=== Begin Enclosure ===

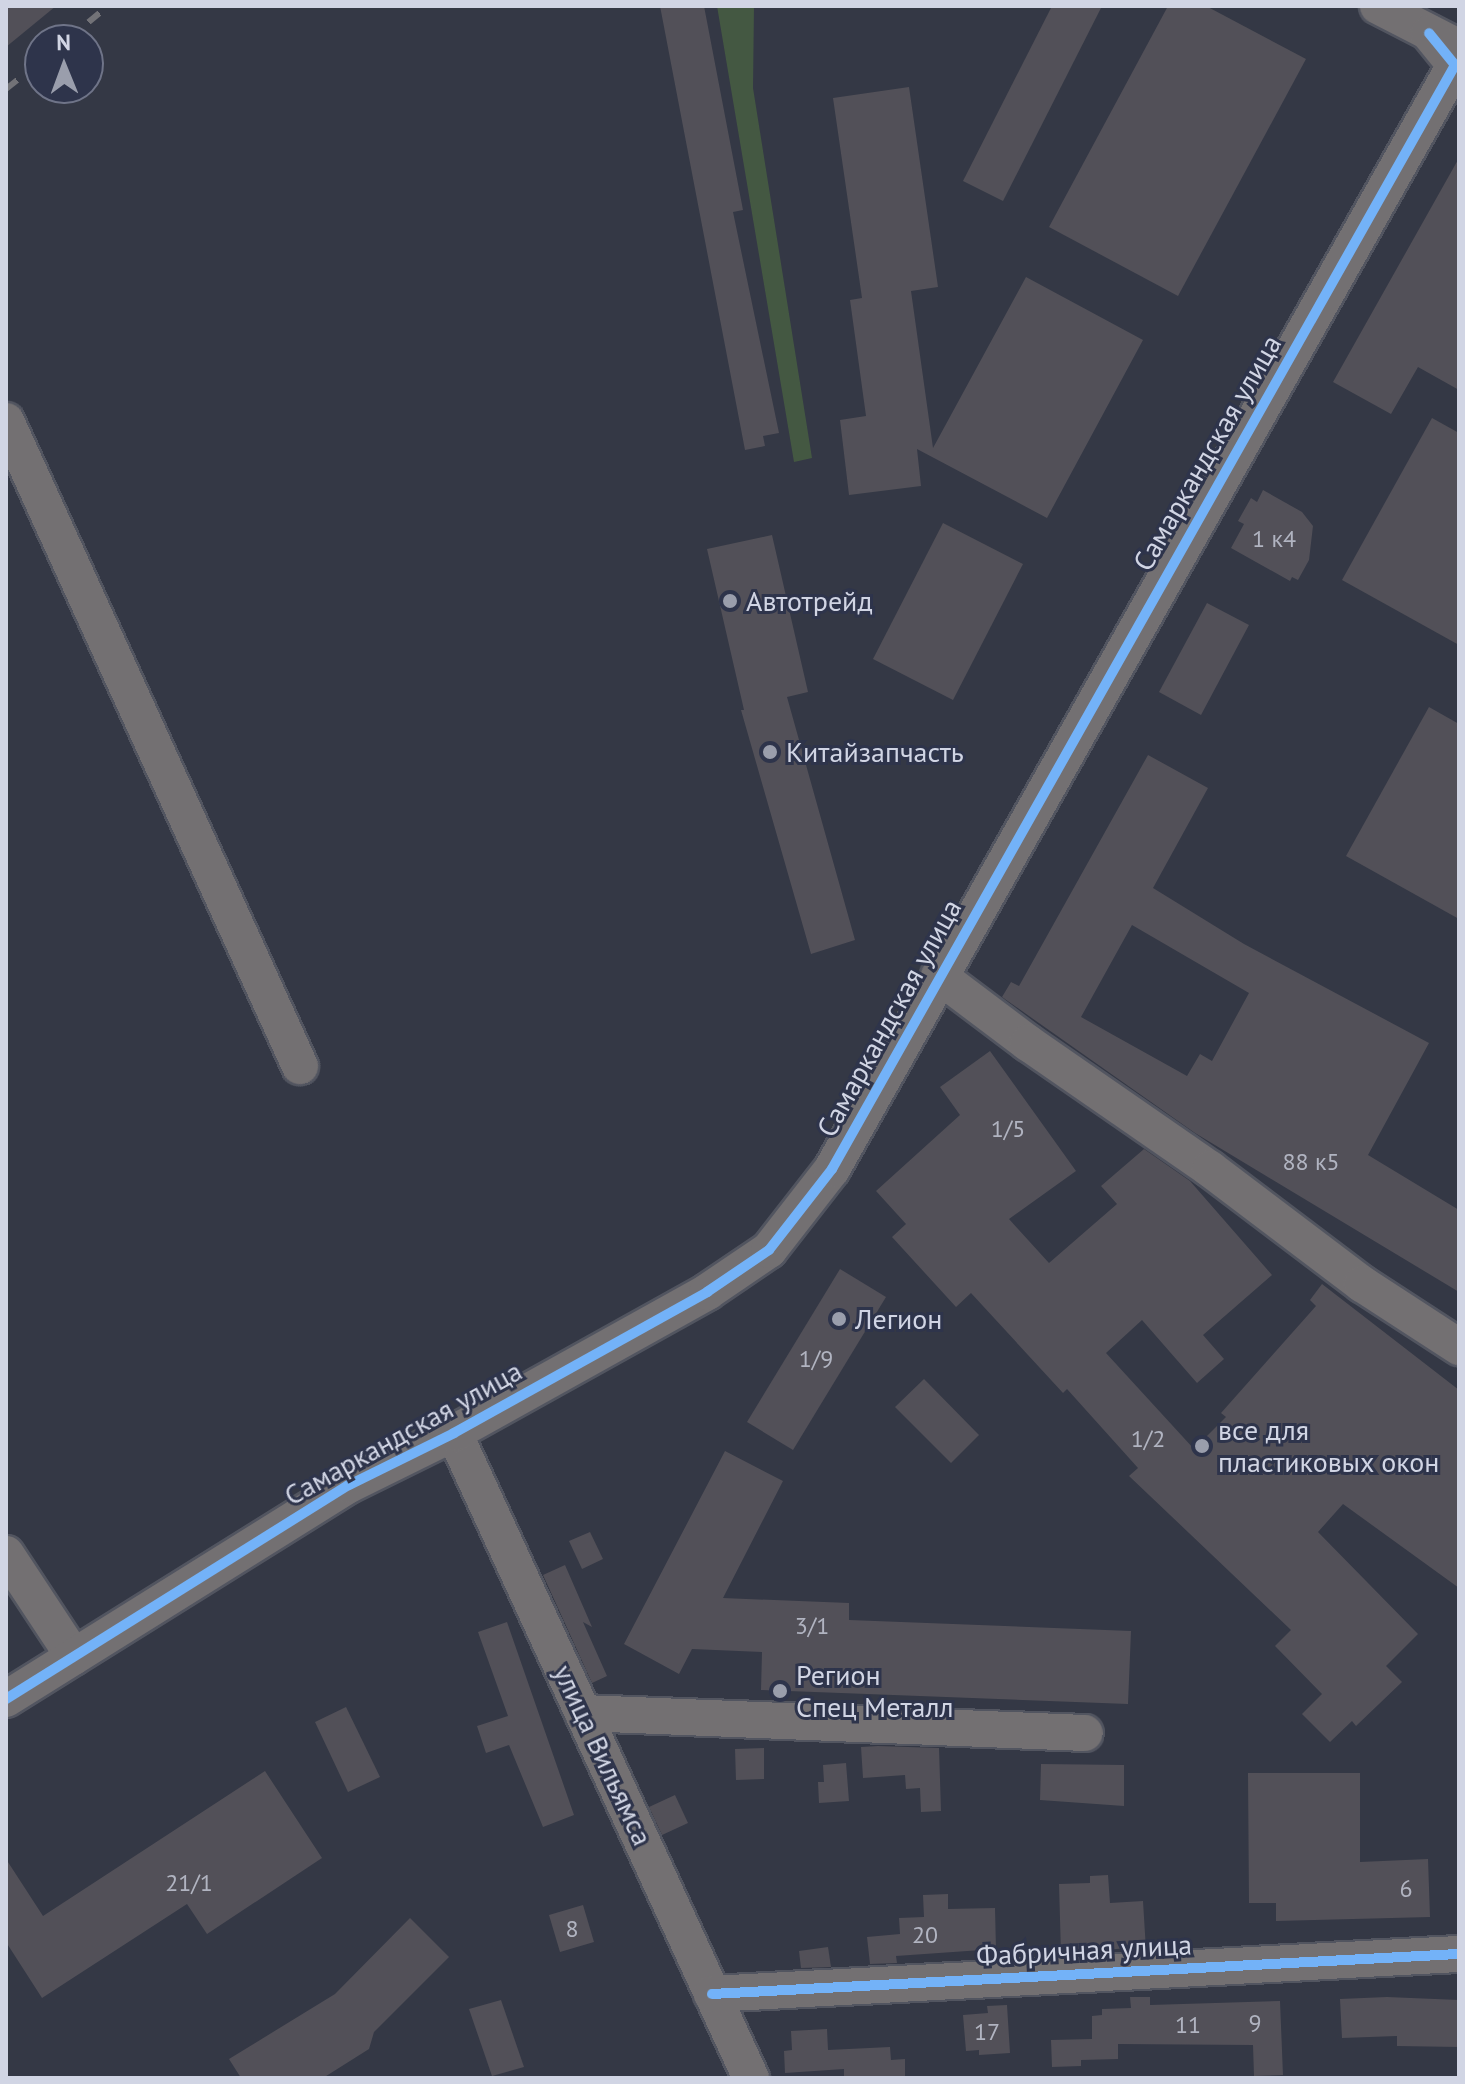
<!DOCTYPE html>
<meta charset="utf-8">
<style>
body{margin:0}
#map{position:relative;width:1465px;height:2084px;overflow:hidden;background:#343845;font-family:"PT Sans",sans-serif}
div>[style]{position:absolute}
.green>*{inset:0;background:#445842}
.building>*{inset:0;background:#525058}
.roads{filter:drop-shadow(2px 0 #525560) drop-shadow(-2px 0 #525560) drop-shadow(0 2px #525560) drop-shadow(0 -2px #525560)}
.minor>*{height:36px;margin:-18px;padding:0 18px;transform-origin:18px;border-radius:18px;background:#737072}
.rail>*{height:6px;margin-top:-3px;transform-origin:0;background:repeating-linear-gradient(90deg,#727277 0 14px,transparent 0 28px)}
.cycleway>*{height:10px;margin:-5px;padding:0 5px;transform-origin:5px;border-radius:5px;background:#73b2f8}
.dots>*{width:22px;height:22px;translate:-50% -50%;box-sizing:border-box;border:4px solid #2e344b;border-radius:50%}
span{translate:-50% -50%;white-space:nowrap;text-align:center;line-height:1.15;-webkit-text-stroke:6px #2e344b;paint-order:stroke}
.number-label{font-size:24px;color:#b1b4c1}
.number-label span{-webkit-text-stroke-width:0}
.street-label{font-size:28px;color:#d1d5e4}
.poi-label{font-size:28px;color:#d1d5e4}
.left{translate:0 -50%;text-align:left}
.frame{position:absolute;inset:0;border:8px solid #d1d5e4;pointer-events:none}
.north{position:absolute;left:24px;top:24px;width:80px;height:80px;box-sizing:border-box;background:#2e344b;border:2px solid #6f7488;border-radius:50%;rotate:359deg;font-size:22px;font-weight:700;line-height:32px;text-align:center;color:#d1d5e4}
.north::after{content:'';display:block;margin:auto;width:28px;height:36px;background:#9a9eac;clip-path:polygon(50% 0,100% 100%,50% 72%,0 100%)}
</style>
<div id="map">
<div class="green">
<div style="clip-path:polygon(717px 6px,754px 6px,753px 88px,812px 458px,794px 462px)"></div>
</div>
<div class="building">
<div style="clip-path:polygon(6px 6px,56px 6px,6px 47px)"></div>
<div style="clip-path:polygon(660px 6px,704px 6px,743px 210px,733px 212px,779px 433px,763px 436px,765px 446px,745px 450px)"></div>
<div style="clip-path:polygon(1052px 6px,1102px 6px,1003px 201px,963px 181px)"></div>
<div style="clip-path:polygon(1168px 6px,1206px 6px,1306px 59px,1178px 296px,1049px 227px)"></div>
<div style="clip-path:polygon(909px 87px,938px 287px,911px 291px,933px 448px,1026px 277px,1143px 340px,1047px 518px,917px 449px,921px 486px,849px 495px,840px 420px,866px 416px,850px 300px,862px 298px,833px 98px)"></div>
<div style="clip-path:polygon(1459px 158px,1459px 390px,1418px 367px,1391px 414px,1333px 382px)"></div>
<div style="clip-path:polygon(1432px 418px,1459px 433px,1459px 645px,1342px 580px)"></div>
<div style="clip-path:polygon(1263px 490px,1302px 512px,1313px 526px,1309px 560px,1298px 580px,1292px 577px,1290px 581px,1231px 548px,1244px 524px,1238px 521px,1251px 498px,1257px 502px)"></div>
<div style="clip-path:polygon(943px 523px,1023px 564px,953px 700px,873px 659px)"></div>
<div style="clip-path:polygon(772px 535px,808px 692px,787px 697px,855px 940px,811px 954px,741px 710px,744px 710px,707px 549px)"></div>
<div style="clip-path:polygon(1207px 603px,1249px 625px,1201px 715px,1159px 692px)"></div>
<div style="clip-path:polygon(1429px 707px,1459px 724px,1459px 919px,1346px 856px)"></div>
<div style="clip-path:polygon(evenodd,1148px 755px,1208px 788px,1153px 888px,1244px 944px,1429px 1043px,1368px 1155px,1459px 1210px,1459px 1292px,1195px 1133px,1002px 997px,1011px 982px,1019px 986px,1148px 755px,1132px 925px,1249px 993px,1212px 1061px,1200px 1054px,1187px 1076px,1081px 1017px,1132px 925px)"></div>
<div style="clip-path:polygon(990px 1051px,1076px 1171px,1009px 1219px,1049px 1263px,1117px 1204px,1101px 1186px,1144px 1149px,1190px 1181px,1272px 1275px,1203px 1335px,1224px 1359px,1197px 1383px,1142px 1320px,1106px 1353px,1194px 1449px,1226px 1417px,1221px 1413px,1316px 1306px,1310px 1300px,1322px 1284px,1459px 1390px,1459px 1588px,1343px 1504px,1318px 1532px,1418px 1634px,1386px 1666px,1402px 1682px,1356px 1726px,1352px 1721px,1330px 1742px,1302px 1714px,1322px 1694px,1275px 1646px,1291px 1630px,1129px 1476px,1138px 1468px,1067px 1389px,1063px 1393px,971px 1293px,956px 1307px,892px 1237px,906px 1224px,876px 1191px,960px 1115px,940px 1087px)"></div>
<div style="clip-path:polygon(840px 1269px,886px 1297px,793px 1450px,747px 1422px)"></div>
<div style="clip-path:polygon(924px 1379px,979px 1435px,951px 1463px,895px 1407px)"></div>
<div style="clip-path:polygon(725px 1451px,783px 1481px,723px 1598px,849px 1603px,849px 1620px,1131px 1631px,1128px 1704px,761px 1690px,762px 1652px,692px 1649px,679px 1674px,624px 1644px)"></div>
<div style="clip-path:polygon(590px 1532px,603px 1559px,582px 1569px,569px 1541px)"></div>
<div style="clip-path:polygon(565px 1565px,592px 1627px,583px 1622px,607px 1676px,592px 1683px,543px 1575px)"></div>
<div style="clip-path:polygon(507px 1622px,574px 1815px,543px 1827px,509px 1745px,486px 1753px,477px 1726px,508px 1716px,478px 1632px)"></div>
<div style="clip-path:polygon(346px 1707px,380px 1777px,348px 1792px,315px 1722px)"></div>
<div style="clip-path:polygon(878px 1746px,939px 1748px,941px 1811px,921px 1812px,920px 1788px,906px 1789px,905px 1775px,863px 1778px,861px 1747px)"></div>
<div style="clip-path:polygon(764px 1748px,764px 1779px,736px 1780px,735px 1749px)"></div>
<div style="clip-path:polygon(846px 1763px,849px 1801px,819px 1803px,818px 1782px,824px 1782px,823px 1765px)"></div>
<div style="clip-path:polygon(1041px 1764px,1124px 1765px,1124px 1806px,1040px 1800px)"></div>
<div style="clip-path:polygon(265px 1771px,322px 1858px,207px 1934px,187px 1904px,42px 1998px,6px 1942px,6px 1859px,43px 1916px)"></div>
<div style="clip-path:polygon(1248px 1773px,1360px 1773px,1360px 1862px,1428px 1859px,1430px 1917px,1276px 1921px,1276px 1903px,1249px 1903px)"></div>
<div style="clip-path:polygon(675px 1795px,688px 1823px,662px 1835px,649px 1807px)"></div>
<div style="clip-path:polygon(1108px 1875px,1110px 1903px,1143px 1901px,1146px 1950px,1128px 1951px,1128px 1948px,1061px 1954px,1059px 1884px,1090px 1883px,1090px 1876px)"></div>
<div style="clip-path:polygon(948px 1894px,948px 1909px,995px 1908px,996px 1949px,896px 1956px,897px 1963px,870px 1964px,867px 1937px,900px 1934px,899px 1918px,924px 1917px,923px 1895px)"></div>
<div style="clip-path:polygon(583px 1905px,594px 1942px,560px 1952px,549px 1915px)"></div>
<div style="clip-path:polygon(410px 1918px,449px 1957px,374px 2032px,369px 2049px,323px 2078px,241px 2078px,229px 2059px,335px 1994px)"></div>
<div style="clip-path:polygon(828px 1947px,831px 1967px,801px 1968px,799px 1951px)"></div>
<div style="clip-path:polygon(1130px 1997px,1150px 1997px,1150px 2005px,1280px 2001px,1283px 2075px,1254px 2076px,1253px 2045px,1118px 2044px,1118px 2059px,1081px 2060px,1081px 2066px,1052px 2067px,1051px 2040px,1092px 2039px,1092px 2016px,1102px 2015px,1102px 2009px,1131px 2008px)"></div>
<div style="clip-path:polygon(1387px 1997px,1459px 2000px,1459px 2047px,1397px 2046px,1397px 2036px,1342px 2038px,1340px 1999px)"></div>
<div style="clip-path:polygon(501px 2000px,524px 2067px,492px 2076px,469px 2009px)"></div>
<div style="clip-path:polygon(1007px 2005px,1010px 2053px,979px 2055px,979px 2050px,966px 2051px,963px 2015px,988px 2013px,987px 2006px)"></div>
<div style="clip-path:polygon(827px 2029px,828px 2050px,890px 2047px,891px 2060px,905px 2059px,905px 2078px,844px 2078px,844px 2069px,785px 2073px,784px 2051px,792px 2050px,791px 2031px)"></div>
</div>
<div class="roads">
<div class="minor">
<div style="left:1378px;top:6px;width:79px;rotate:27.2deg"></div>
<div style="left:6px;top:421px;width:709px;rotate:65.5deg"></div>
<div style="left:939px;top:976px;width:111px;rotate:37deg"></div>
<div style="left:1028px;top:1043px;width:221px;rotate:34.7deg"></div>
<div style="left:1210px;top:1169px;width:191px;rotate:37.1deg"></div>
<div style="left:1362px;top:1284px;width:116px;rotate:33deg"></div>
<div style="left:454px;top:1433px;width:710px;rotate:65.28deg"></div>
<div style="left:6px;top:1554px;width:123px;rotate:56.6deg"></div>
<div style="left:6px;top:1699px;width:404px;rotate:-32deg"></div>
<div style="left:349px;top:1485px;width:117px;rotate:-26.3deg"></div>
<div style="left:454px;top:1433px;width:290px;rotate:-29.1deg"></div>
<div style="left:707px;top:1292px;width:75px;rotate:-34.1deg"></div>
<div style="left:769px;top:1250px;width:103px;rotate:-52.1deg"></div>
<div style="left:832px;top:1169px;width:1268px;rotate:-60.56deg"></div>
<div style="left:1455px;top:65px;width:41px;rotate:-129.1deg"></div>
<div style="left:583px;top:1713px;width:502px;rotate:2.28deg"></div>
<div style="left:712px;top:1994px;width:748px;rotate:-3.07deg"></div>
</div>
</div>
<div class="rail">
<div style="left:67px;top:40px;width:53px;rotate:-39.7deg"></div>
<div style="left:6px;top:89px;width:43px;rotate:-38.5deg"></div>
</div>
<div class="cycleway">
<div style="left:6px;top:1699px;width:404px;rotate:-32deg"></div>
<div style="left:349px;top:1485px;width:117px;rotate:-26.3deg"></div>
<div style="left:454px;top:1433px;width:290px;rotate:-29.1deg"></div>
<div style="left:707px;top:1292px;width:75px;rotate:-34.1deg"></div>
<div style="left:769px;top:1250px;width:103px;rotate:-52.1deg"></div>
<div style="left:832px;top:1169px;width:1268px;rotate:-60.56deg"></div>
<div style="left:1455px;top:65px;width:41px;rotate:-129.1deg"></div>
<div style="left:712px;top:1994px;width:748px;rotate:-3.07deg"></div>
</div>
<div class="dots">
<div style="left:730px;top:601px;background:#9a9eac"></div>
<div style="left:770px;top:752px;background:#9a9eac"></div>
<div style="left:839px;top:1319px;background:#9a9eac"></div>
<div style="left:1202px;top:1446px;background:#9a9eac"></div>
<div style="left:780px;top:1691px;background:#9a9eac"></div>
</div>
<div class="number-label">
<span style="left:1274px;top:539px">1 к4</span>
<span style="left:1008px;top:1129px">1/5</span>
<span style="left:1311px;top:1162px">88 к5</span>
<span style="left:816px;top:1359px">1/9</span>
<span style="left:1148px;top:1439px">1/2</span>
<span style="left:812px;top:1626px">3/1</span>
<span style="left:189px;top:1883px">21/1</span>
<span style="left:1406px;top:1889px">6</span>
<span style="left:572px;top:1929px">8</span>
<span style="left:925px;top:1935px">20</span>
<span style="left:1255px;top:2023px">9</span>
<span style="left:1188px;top:2025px">11</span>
<span style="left:987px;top:2032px">17</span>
</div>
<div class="street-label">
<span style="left:1207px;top:453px;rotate:-60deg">Самаркандская улица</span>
<span style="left:889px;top:1018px;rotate:-61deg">Самаркандская улица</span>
<span style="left:403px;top:1433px;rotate:-29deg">Самаркандская улица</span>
<span style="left:603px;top:1755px;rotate:65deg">улица Вильямса</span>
<span style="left:1084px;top:1950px;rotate:-3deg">Фабричная улица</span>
</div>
<div class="poi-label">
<span class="left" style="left:746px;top:601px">Автотрейд</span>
<span class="left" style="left:786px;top:752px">Китайзапчасть</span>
<span class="left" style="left:855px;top:1319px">Легион</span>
<span class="left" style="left:1218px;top:1446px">все для<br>пластиковых окон</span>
<span class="left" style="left:796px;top:1691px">Регион<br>Спец Металл</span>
</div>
<div class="frame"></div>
<div class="north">N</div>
</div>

=== End Enclosure ===

§ Your objective
Give again, word for word, every line from the top of the data through the line with "0 #525560) drop-shadow(-2px", both ends included, and exclude the pictures.

§ Problem solution
<!DOCTYPE html>
<meta charset="utf-8">
<style>
body{margin:0}
#map{position:relative;width:1465px;height:2084px;overflow:hidden;background:#343845;font-family:"PT Sans",sans-serif}
div>[style]{position:absolute}
.green>*{inset:0;background:#445842}
.building>*{inset:0;background:#525058}
.roads{filter:drop-shadow(2px 0 #525560) drop-shadow(-2px 0 #525560) drop-shadow(0 2px #525560) drop-shadow(0 -2px #525560)}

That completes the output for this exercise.